The location remains unclear, but the date of Boston Celtics point guard Rajon Rondo's return seems to be quickly approaching.

Unfortunately, the walking assists machine isn't giving up any of the details just yet. He may or may not include a D-League stint as part of his rehab, which may or may not come with any advanced notice. He told Gary Washburn of The Boston Globe:

That’s an idea, definitely. That’s more game-like speed with our schedule, the Celtics, we don’t get a chance to play a lot of pickup, so that might be a possibility. You just never know, I might just pop up and play. You guys won’t get the memo. You just have to catch me on YouTube or something. Each week I’m getting better, so I just want to give it a test when I have a chance.

Would there be a more fitting return for the mercurial point guard than a random YouTube appearance leading the Maine Red Claws?

What exactly are the stat requirements for a D-League assists crown? Could Rondo hit those marks in a single game? At the least, it seems like he'd give it the old college try, right?

Dec 31, 2013; Boston, MA, USA;  Boston Celtics point injured guard Rajon Rondo (9) dribbles before their game against the Atlanta Hawks at TD Garden. Mandatory Credit: Winslow Townson-USA TODAY Sports
Winslow Townson-USA TODAY Sports

Then again, it doesn't sound like this about recording the first quintuple-double in league history. This is Rondo's chance to be a pioneer, to possibly change our view on the D-League forever, via Washburn:

I’ll probably be the first [NBA player] to [use it as rehab], but it doesn’t make a difference. I want to make sure I’m healthy and I handle it the right way. I don’t want my first time to come back out game-like to be the first time with the Celtics. I haven’t had a preseason. I haven’t had a training camp. Right now, this is my training camp.

Really, it makes a lot of sense. Players always talk about how practices can't mimic real game speed, and the jam-packed regular-season schedule doesn't offer much practice time as it is.
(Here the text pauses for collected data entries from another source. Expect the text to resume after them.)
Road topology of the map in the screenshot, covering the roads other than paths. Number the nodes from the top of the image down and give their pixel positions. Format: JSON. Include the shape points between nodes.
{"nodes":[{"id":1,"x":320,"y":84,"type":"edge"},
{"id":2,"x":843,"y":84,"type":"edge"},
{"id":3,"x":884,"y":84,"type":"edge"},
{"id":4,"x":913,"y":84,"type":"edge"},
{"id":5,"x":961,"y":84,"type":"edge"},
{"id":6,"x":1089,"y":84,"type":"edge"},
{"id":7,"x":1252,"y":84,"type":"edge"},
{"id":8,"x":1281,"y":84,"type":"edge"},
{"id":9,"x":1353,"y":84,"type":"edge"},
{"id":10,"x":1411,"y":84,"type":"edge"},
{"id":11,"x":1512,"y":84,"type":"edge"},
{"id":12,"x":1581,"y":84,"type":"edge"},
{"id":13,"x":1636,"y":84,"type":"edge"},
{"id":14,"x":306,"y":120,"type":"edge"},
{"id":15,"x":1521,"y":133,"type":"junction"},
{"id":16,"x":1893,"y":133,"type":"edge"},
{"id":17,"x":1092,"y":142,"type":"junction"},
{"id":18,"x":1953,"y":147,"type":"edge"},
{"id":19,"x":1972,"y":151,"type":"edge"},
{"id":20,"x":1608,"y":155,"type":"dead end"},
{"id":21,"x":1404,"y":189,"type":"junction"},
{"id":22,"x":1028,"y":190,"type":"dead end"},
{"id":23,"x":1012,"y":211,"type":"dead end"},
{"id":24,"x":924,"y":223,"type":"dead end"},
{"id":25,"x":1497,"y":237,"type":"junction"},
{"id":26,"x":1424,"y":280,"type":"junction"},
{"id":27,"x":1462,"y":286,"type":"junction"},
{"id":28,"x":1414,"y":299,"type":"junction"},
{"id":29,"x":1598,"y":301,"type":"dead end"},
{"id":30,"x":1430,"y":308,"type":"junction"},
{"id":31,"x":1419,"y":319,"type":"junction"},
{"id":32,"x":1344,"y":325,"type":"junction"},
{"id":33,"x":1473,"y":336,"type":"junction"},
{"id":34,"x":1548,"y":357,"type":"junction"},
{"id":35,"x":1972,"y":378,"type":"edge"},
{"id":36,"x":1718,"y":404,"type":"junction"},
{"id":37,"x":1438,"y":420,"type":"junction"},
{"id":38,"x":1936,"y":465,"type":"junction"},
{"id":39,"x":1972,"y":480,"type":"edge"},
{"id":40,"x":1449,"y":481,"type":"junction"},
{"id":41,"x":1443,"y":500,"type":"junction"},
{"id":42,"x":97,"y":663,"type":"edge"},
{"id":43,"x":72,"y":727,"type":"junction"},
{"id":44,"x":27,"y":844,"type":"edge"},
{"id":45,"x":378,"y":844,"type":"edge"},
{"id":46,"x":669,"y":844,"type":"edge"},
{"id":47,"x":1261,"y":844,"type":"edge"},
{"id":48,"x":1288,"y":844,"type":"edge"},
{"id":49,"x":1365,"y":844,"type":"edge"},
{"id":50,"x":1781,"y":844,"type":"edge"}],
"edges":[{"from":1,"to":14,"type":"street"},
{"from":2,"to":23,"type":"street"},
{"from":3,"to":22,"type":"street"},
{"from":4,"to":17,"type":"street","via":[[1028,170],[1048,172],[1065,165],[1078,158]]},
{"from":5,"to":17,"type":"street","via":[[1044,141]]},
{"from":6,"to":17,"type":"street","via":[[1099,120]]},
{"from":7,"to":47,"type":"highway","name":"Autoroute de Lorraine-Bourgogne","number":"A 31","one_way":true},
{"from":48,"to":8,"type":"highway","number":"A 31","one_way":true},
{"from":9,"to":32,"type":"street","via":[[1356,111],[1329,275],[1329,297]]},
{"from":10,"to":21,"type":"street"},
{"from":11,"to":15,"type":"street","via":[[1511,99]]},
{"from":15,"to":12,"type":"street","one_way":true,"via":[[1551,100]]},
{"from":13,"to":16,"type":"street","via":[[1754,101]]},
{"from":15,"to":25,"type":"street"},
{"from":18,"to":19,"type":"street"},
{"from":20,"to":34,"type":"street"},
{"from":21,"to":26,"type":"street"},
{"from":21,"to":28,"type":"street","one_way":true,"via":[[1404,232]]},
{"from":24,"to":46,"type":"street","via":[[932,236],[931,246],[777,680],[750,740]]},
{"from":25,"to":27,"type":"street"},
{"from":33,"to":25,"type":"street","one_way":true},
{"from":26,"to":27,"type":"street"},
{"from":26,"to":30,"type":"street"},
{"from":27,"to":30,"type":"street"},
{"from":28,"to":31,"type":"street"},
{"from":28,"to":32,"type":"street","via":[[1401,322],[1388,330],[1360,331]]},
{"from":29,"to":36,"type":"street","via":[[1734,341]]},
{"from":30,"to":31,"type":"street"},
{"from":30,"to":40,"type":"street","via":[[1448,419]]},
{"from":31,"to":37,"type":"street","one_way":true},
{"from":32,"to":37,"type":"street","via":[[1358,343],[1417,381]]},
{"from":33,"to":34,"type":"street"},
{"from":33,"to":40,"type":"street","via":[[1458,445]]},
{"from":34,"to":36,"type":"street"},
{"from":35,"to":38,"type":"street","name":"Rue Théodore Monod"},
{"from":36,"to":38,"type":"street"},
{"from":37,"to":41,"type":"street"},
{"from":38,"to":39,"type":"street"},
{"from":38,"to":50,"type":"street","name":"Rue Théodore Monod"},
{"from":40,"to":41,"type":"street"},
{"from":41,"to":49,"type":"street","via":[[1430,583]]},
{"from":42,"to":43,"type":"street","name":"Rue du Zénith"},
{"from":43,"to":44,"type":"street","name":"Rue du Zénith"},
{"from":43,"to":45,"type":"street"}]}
It's a true test of his health, physically and mentally. There is no pressure for him to perform, no risks if he's a bit rusty. The competition will be stiff, too, as D-Leaguers could be jumping at the chance to punch their NBA ticket with a strong showing against Rondo.
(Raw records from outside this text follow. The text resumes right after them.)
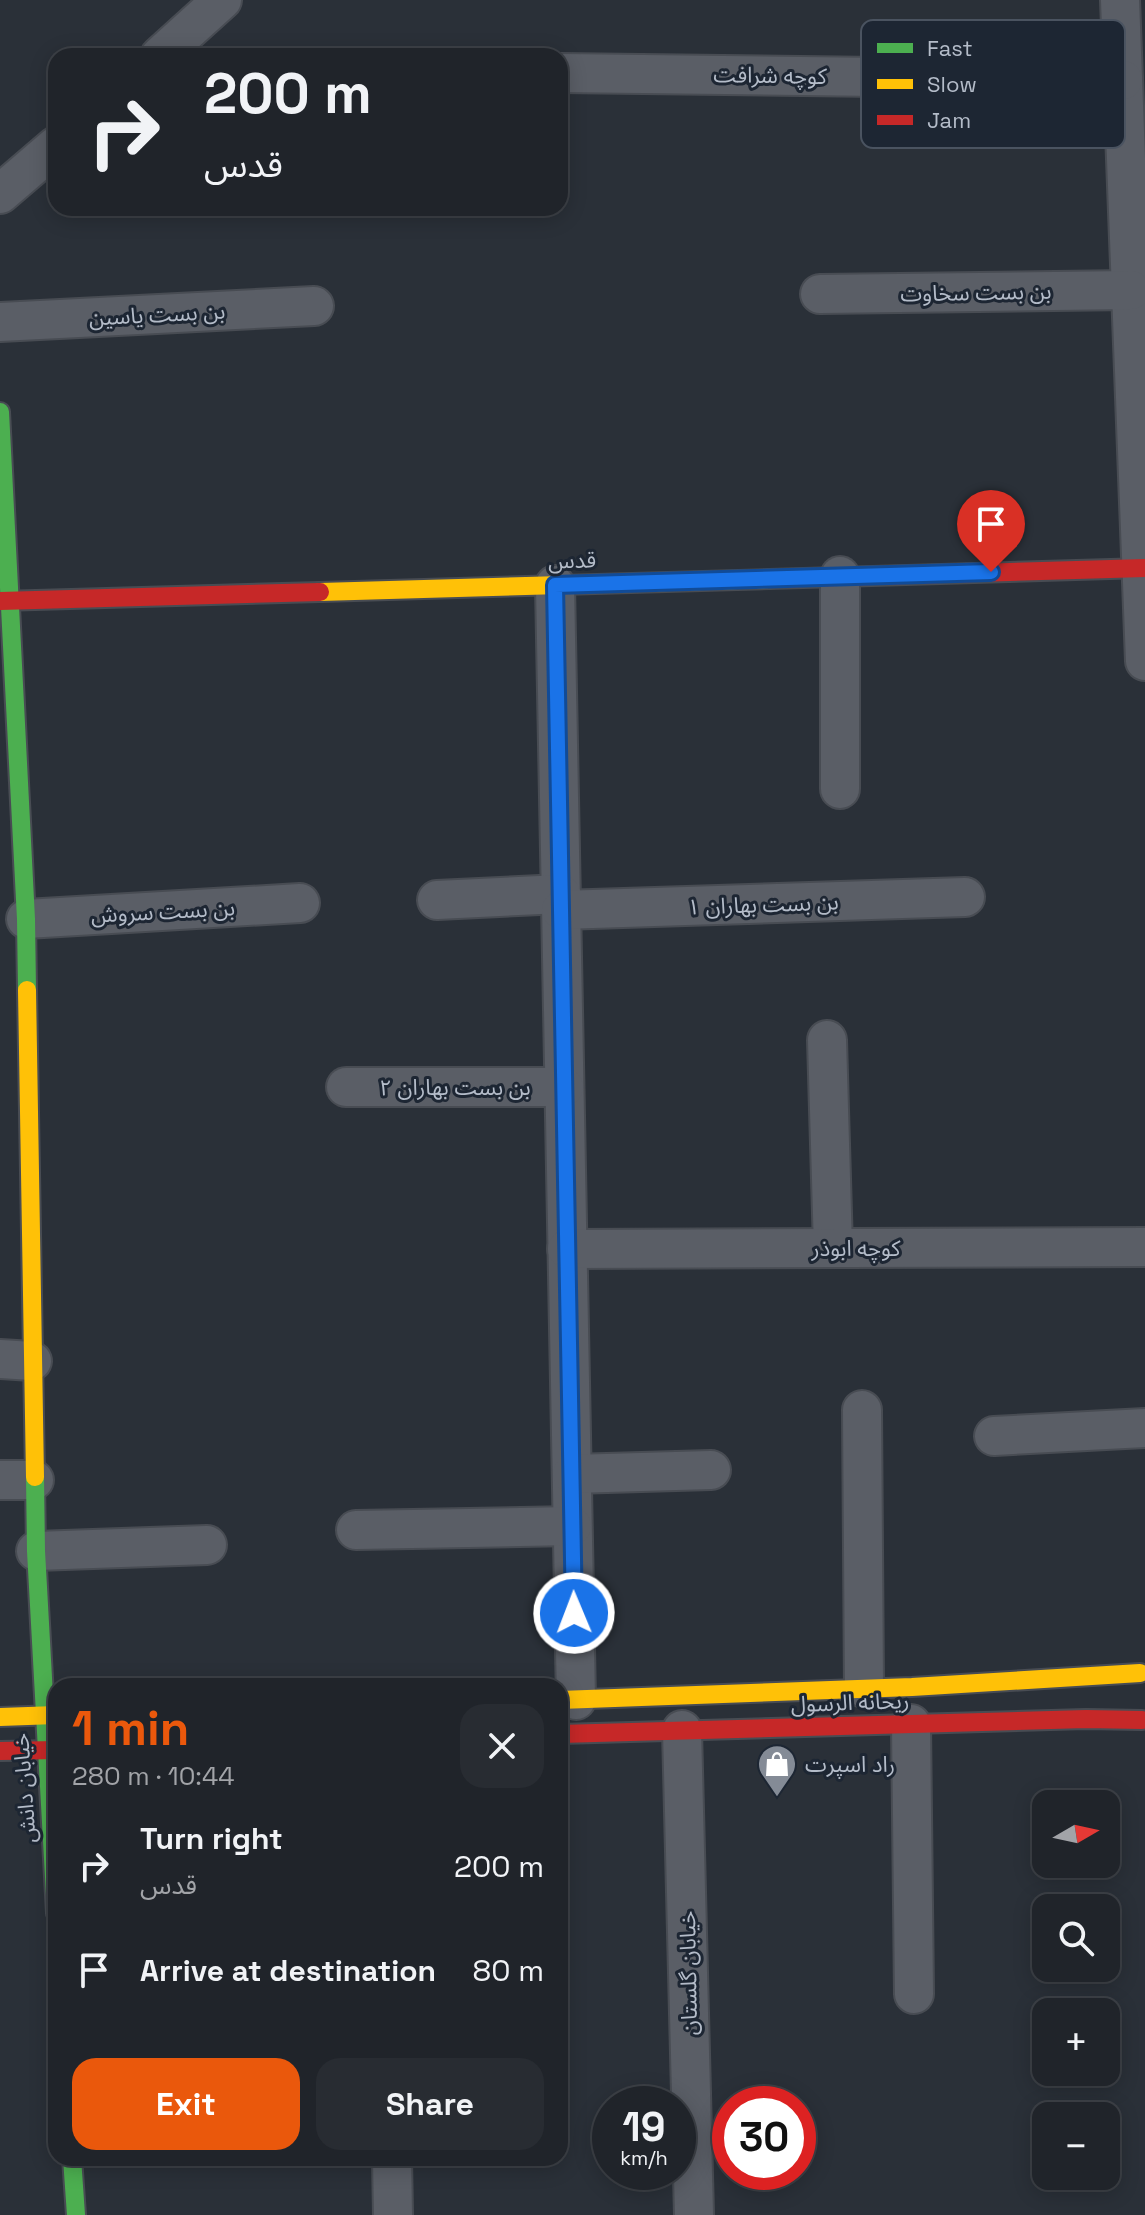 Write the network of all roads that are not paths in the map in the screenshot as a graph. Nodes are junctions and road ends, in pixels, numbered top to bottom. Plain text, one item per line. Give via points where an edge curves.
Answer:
1 (222, 0) edge
2 (1120, 0) edge
3 (1121, 20) edge
4 (169, 48) edge
5 (568, 73) edge
6 (861, 77) edge
7 (1125, 90) edge
8 (1136, 148) edge
9 (48, 153) edge
10 (0, 194) edge
11 (1131, 290) junction
12 (820, 294) dead end
13 (314, 306) dead end
14 (0, 322) edge
15 (1139, 343) edge
16 (0, 412) edge
17 (1143, 568) edge
18 (840, 576) junction
19 (555, 585) junction
20 (5, 600) edge
21 (1145, 661) edge
22 (840, 789) dead end
23 (965, 897) dead end
24 (437, 900) dead end
25 (561, 902) junction
26 (300, 903) dead end
27 (26, 919) junction
28 (827, 1040) dead end
29 (14, 1080) edge
30 (346, 1087) dead end
31 (564, 1087) junction
32 (1145, 1247) edge
33 (833, 1248) junction
34 (567, 1249) junction
35 (16, 1360) edge
36 (862, 1410) dead end
37 (1145, 1428) edge
38 (994, 1436) dead end
39 (711, 1470) dead end
40 (572, 1474) junction
41 (17, 1480) edge
42 (572, 1526) junction
43 (356, 1530) dead end
44 (207, 1545) dead end
45 (36, 1551) junction
46 (1143, 1671) edge
47 (864, 1688) junction
48 (48, 1692) edge
49 (568, 1700) edge
50 (48, 1716) edge
51 (0, 1717) edge
52 (1143, 1722) edge
53 (911, 1724) junction
54 (682, 1730) junction
55 (568, 1734) edge
56 (48, 1750) edge
57 (0, 1751) edge
58 (914, 1994) dead end
59 (73, 2166) edge
60 (392, 2166) edge
61 (76, 2215) edge
62 (393, 2215) edge
63 (694, 2215) edge

1 - 4 street
2 - 3 street
5 - 6 street, کوچه شرافت
7 - 8 street
8 - 11 street
9 - 10 street
11 - 12 street, بن بست سخاوت
11 - 15 street
13 - 14 street, بن بست یاسین
15 - 17 street
16 - 20 street, خیابان دانش
17 - 18 street, قدس
17 - 21 street
18 - 19 street, قدس
18 - 22 street
19 - 20 street, قدس
19 - 25 street
20 - 27 street, خیابان دانش
23 - 25 street, بن بست بهاران ۱
24 - 25 street, بن بست بهاران ۱
25 - 31 street
26 - 27 street, بن بست سروش
27 - 29 street, خیابان دانش
28 - 33 street
29 - 35 street, خیابان دانش
30 - 31 street, بن بست بهاران ۲
31 - 34 street
32 - 33 street, کوچه ابوذر
33 - 34 street, کوچه ابوذر
34 - 40 street
35 - 41 street, خیابان دانش
36 - 47 street
37 - 38 street
39 - 40 street
40 - 42 street
41 - 45 street, خیابان دانش
42 - 43 street
42 - 49 street
44 - 45 street
45 - 48 street, خیابان دانش
46 - 47 street, ریحانه الرسول
46 - 52 street via 1135,1696
47 - 49 street, ریحانه الرسول
50 - 51 street
52 - 53 street, ریحانه الرسول
53 - 54 street, ریحانه الرسول
53 - 58 street
54 - 55 street, ریحانه الرسول
54 - 63 street, خیابان گلستان
56 - 57 street
59 - 61 street
60 - 62 street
This is a way for him to take his time, without actually slowing down the process. The Celtics fans would love to see him back in action, but really, there should be no hurry.

"Rondo doesn’t need to rush back into action, considering that the Celtics’ plan is to rebuild and develop young talent more than it is to make a playoff push," NBC Sports' Brett Pollakoff noted.

I wonder if Rondo's BFF, and Celtics head coach, Brad Stevens, feels the same way. The rookie signal-caller has the Celtics (13-19) competing without their hobbled floor general, but adding a transcendent talent to the puzzle would simplify so many things for the sideline prodigy.

But the purpose of this rehab isn't just getting Rondo back on the floor, it's helping to keep him there. If a stop in Maine helps that process, then the Celtics should have no hard time sharing their prized piece with the Red Claws.

I just hope someone lets us know when that transaction goes down.